With tighter inventories of homes for sale, buyers are finding increased competition through bidding wars. But the bidding may not be between only one or two other buyers -- more bidding wars are popping up where dozens or even hundreds of other buyers are all competing for the same property.
"The only question is not whether a new listing will get multiple bids but how many it will get," Kris Vogt, who manages Coldwell Banker offices in the Sacramento area, told CNNMoney.
For example, a home in Elk Grove, Calif., reportedly received 62 separate bids, with the final sales price more than $150,000 above its $129,000 asking price.
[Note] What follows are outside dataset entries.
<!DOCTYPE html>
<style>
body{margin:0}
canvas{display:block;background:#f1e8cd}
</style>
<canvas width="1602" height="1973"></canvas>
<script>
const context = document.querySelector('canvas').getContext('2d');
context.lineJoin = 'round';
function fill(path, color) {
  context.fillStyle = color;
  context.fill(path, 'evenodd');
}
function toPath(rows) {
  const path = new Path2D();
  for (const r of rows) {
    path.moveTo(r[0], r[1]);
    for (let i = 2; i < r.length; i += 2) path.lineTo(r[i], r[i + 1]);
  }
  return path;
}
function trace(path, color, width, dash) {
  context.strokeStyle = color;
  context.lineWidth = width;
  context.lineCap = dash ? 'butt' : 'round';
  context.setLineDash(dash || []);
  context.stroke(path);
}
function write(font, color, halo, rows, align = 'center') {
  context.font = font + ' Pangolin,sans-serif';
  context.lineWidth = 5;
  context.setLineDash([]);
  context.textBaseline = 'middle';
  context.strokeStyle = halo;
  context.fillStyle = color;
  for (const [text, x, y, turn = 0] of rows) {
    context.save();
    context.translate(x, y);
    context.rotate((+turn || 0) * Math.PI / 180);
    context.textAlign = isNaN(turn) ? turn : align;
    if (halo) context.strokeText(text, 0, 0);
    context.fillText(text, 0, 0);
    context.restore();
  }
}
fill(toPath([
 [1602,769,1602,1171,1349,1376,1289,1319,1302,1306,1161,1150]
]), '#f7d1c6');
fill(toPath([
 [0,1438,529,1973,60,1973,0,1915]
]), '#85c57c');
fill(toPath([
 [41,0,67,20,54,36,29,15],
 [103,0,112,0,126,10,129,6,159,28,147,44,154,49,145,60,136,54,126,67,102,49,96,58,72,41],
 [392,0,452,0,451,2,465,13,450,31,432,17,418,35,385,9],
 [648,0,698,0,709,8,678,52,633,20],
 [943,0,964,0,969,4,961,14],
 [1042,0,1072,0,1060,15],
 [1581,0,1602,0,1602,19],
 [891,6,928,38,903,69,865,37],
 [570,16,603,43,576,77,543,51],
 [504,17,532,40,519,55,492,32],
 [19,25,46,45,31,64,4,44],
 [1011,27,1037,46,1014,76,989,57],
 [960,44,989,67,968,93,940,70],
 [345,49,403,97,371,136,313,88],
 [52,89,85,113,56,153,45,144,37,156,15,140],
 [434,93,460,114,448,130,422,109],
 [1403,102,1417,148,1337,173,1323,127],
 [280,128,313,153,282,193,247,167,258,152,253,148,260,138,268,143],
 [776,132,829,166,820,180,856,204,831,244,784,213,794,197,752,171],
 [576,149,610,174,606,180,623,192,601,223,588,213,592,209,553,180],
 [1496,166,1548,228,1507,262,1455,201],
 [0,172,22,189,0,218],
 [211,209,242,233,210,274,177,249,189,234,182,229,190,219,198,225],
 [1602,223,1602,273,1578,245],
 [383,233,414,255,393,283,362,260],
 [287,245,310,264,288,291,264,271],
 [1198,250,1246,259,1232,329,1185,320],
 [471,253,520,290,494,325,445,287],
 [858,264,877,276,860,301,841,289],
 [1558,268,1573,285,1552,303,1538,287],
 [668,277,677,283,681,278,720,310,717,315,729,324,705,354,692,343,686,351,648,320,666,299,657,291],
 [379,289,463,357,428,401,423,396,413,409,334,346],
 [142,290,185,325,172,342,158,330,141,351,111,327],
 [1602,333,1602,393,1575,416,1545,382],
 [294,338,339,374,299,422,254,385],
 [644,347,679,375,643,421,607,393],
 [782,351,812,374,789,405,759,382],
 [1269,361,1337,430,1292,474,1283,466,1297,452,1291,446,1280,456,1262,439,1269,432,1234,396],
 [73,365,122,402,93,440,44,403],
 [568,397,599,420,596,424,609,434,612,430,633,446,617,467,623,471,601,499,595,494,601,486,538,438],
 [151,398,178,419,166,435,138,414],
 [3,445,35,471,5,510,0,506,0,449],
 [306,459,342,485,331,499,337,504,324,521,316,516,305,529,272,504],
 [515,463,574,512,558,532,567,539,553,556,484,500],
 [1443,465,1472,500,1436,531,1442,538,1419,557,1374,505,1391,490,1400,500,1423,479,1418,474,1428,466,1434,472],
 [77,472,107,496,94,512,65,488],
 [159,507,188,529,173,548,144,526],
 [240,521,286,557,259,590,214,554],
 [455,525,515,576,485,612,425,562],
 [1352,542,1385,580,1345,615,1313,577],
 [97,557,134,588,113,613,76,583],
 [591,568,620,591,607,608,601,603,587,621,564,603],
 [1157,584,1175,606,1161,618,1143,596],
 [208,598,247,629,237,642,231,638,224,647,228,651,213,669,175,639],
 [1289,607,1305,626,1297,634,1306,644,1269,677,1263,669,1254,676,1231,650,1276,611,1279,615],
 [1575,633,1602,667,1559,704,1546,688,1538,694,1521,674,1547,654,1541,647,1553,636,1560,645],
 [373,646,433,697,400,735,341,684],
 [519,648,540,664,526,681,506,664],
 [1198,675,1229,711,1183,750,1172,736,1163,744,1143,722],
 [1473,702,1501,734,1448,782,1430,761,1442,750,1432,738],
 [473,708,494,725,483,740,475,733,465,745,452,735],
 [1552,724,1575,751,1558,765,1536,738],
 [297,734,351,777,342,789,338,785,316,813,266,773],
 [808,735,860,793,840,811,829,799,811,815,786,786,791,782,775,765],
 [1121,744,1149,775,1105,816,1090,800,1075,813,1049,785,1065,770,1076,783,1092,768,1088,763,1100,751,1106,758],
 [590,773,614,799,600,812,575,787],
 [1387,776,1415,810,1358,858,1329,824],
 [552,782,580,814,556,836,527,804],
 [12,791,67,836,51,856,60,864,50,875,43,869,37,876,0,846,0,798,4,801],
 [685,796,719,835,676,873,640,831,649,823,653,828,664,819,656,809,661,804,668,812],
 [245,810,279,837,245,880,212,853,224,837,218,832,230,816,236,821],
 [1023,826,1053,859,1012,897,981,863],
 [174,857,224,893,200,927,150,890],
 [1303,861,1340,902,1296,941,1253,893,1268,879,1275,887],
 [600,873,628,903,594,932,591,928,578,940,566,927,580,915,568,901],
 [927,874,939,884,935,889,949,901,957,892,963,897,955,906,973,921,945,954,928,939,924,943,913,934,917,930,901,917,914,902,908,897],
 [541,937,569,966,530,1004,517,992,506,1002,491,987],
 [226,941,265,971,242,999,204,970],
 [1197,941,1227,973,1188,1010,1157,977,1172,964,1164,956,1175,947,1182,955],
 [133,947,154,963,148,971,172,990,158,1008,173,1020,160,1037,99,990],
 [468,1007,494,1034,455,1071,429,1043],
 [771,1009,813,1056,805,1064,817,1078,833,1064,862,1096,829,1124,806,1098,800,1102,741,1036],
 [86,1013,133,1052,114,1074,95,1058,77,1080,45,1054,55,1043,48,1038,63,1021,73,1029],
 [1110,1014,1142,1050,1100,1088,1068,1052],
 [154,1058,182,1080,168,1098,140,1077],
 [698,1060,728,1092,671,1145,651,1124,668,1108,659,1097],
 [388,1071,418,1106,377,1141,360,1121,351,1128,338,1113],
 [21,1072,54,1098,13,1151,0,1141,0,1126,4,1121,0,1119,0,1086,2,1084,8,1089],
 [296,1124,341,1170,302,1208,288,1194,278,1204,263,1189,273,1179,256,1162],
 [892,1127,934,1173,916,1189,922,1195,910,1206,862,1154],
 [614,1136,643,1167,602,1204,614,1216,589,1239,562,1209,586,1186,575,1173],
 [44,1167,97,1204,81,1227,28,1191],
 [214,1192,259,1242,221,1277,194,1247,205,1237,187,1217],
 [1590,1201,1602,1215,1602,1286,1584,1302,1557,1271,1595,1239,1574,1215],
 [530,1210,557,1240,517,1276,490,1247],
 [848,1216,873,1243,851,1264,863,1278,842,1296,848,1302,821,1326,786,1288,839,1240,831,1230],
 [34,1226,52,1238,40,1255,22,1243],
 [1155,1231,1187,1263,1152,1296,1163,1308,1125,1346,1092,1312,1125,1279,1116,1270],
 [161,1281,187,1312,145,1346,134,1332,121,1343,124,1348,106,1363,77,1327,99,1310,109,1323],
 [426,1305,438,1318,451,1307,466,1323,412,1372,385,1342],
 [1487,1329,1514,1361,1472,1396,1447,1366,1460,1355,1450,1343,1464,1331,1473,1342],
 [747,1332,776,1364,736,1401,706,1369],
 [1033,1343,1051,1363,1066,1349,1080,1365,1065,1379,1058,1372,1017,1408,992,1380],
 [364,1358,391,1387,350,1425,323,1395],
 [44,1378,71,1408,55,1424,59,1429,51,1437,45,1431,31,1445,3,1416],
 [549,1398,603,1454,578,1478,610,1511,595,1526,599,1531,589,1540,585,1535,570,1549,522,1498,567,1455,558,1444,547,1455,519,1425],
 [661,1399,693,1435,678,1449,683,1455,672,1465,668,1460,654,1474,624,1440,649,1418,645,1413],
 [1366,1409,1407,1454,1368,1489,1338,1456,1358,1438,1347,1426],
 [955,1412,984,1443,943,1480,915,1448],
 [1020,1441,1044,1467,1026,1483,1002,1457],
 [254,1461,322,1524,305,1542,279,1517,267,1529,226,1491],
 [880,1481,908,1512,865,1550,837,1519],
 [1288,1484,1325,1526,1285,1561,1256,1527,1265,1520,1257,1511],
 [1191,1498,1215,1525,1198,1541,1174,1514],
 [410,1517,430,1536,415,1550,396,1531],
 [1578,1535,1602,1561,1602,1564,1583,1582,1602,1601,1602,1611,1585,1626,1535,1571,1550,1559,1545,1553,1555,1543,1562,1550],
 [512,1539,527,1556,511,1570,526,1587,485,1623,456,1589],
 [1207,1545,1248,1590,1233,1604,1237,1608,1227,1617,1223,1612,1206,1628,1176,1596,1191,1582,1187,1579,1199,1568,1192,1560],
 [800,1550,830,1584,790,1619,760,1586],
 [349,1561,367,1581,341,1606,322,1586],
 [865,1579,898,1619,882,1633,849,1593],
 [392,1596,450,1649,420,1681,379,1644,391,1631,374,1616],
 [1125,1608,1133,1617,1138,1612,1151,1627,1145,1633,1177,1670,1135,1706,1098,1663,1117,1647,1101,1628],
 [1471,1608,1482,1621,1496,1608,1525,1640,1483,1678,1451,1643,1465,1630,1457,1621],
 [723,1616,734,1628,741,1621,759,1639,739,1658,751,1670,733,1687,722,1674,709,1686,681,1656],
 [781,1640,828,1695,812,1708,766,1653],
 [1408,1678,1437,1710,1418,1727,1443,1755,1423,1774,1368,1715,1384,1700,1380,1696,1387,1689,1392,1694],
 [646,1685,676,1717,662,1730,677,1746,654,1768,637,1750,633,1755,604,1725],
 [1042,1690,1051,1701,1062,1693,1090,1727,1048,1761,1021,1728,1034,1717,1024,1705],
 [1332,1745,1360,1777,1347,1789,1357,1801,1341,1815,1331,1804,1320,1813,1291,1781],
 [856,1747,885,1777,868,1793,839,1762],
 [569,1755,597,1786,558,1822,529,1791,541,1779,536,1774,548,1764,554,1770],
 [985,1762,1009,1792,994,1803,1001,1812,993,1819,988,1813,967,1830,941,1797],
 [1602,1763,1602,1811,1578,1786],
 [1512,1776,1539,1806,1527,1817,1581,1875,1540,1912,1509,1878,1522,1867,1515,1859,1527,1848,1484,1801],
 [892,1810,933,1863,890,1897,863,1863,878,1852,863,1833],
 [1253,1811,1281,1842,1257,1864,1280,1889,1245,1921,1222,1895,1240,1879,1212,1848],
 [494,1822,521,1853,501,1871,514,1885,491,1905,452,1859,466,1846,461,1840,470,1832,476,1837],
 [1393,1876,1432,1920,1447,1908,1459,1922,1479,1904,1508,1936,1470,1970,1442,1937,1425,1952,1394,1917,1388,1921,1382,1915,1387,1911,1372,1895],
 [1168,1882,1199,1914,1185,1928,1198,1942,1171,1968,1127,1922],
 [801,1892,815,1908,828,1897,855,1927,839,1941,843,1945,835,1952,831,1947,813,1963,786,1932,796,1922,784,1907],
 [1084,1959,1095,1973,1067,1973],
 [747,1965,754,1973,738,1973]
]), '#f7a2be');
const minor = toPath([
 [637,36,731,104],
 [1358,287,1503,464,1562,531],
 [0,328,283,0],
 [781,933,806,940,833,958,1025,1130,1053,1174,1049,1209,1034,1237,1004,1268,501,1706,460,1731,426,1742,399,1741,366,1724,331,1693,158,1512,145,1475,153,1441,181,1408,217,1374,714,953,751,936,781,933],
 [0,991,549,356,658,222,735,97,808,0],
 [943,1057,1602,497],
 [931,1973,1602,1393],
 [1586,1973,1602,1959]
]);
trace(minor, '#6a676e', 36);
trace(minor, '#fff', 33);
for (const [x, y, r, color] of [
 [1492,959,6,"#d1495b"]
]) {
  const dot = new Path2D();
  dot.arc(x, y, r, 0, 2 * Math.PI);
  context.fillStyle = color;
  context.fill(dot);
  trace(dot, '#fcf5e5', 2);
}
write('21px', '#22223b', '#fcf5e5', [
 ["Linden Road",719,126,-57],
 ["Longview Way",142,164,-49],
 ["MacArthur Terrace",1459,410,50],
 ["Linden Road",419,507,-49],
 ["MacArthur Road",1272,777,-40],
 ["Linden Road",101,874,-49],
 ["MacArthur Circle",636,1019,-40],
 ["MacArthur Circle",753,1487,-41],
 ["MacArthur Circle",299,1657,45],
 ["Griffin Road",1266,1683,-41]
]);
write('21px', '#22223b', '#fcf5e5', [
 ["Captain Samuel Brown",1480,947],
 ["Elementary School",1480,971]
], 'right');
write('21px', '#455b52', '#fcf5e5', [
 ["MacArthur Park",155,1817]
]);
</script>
In Cambridge, Mass., real estate brokers stopped accepting bids after the tally reached 250 bids for two condos listed at $800,000 each. The two condos ended up selling together for $2 million.
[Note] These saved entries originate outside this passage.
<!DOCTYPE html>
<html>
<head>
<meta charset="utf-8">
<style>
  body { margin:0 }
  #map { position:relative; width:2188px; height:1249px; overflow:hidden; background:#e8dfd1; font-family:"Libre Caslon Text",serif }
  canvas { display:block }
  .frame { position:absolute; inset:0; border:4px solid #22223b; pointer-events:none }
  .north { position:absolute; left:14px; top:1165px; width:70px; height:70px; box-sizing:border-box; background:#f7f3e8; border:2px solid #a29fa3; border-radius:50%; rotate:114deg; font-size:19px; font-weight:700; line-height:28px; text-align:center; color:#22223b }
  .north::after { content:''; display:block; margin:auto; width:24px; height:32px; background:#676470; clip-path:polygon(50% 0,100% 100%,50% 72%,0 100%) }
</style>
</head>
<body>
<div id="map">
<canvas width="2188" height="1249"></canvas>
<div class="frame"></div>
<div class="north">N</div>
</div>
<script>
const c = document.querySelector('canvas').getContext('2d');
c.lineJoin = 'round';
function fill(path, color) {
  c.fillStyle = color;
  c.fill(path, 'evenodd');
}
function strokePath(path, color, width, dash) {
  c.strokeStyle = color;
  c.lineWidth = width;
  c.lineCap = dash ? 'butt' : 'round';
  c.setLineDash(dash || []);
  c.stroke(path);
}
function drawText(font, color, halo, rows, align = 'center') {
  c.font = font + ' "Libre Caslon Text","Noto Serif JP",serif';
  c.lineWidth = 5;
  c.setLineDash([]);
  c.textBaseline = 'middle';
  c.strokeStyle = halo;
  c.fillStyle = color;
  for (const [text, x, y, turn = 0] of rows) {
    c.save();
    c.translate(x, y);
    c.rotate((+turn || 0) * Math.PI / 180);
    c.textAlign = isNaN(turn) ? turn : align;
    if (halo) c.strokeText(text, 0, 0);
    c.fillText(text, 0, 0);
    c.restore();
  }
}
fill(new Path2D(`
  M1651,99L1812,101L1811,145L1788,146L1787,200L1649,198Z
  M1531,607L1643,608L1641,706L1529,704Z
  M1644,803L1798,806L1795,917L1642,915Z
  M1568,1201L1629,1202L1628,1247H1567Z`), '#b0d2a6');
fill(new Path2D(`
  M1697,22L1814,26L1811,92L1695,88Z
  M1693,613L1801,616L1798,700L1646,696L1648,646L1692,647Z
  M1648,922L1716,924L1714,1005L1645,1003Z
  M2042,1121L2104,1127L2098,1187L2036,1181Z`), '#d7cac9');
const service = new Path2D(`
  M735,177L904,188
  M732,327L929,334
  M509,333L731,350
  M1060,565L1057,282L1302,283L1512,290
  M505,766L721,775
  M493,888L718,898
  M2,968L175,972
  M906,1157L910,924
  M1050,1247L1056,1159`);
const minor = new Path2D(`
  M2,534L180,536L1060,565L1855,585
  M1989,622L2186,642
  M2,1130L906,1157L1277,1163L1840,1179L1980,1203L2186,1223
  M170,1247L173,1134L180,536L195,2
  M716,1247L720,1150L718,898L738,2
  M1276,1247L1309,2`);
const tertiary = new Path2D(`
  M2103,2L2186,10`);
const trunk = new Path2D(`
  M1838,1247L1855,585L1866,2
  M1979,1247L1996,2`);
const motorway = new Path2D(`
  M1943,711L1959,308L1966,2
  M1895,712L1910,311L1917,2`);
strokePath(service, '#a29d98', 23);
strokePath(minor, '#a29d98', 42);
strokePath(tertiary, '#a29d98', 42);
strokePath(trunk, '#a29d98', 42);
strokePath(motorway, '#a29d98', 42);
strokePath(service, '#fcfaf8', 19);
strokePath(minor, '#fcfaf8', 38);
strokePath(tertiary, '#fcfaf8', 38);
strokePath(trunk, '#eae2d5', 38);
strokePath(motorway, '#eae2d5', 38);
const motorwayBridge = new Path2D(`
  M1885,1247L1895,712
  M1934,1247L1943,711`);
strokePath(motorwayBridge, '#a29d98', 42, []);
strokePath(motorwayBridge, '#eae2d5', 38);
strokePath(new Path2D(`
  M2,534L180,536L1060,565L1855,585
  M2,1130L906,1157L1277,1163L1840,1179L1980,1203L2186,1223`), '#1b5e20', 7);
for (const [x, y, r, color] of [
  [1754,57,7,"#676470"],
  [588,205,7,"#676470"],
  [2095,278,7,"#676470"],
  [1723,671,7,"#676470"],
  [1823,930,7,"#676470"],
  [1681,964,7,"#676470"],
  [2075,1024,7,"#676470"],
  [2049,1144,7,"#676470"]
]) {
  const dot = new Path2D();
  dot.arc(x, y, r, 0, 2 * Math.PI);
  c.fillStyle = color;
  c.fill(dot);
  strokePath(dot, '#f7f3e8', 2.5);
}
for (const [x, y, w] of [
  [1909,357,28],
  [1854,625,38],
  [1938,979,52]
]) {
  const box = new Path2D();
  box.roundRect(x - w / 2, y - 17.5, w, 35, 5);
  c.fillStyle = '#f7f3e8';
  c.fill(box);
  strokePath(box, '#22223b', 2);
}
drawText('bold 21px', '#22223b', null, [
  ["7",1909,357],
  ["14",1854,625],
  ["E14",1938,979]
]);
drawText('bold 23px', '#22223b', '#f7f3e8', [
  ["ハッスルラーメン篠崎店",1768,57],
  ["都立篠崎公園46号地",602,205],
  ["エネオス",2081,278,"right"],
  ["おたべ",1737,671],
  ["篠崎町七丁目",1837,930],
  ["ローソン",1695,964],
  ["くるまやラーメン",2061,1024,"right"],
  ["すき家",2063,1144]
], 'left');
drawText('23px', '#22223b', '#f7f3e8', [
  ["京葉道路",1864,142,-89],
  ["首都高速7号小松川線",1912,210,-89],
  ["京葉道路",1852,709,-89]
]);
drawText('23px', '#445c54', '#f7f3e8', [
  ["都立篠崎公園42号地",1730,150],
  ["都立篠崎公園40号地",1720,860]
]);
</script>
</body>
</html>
Seventy-five percent of real estate agents with the brokerage Redfin surveyed in March say their clients have faced multiple bid situations for properties -- up from 56 percent in late 2011.
Bidding wars appear to be most prevalent in California. Ninety percent of homes sold in San Francisco, Sacramento, and throughout Southern California saw multiple bids during the month, CNNMoney reports. What’s more, at least two-thirds of listings in Boston, Washington, D.C., Seattle, and New York had bidding wars for homes too.
Meanwhile, inventories of for-sale homes continues to be low. The National Association of REALTORS® reported a 19.2 percent drop in inventories year-over-year in February.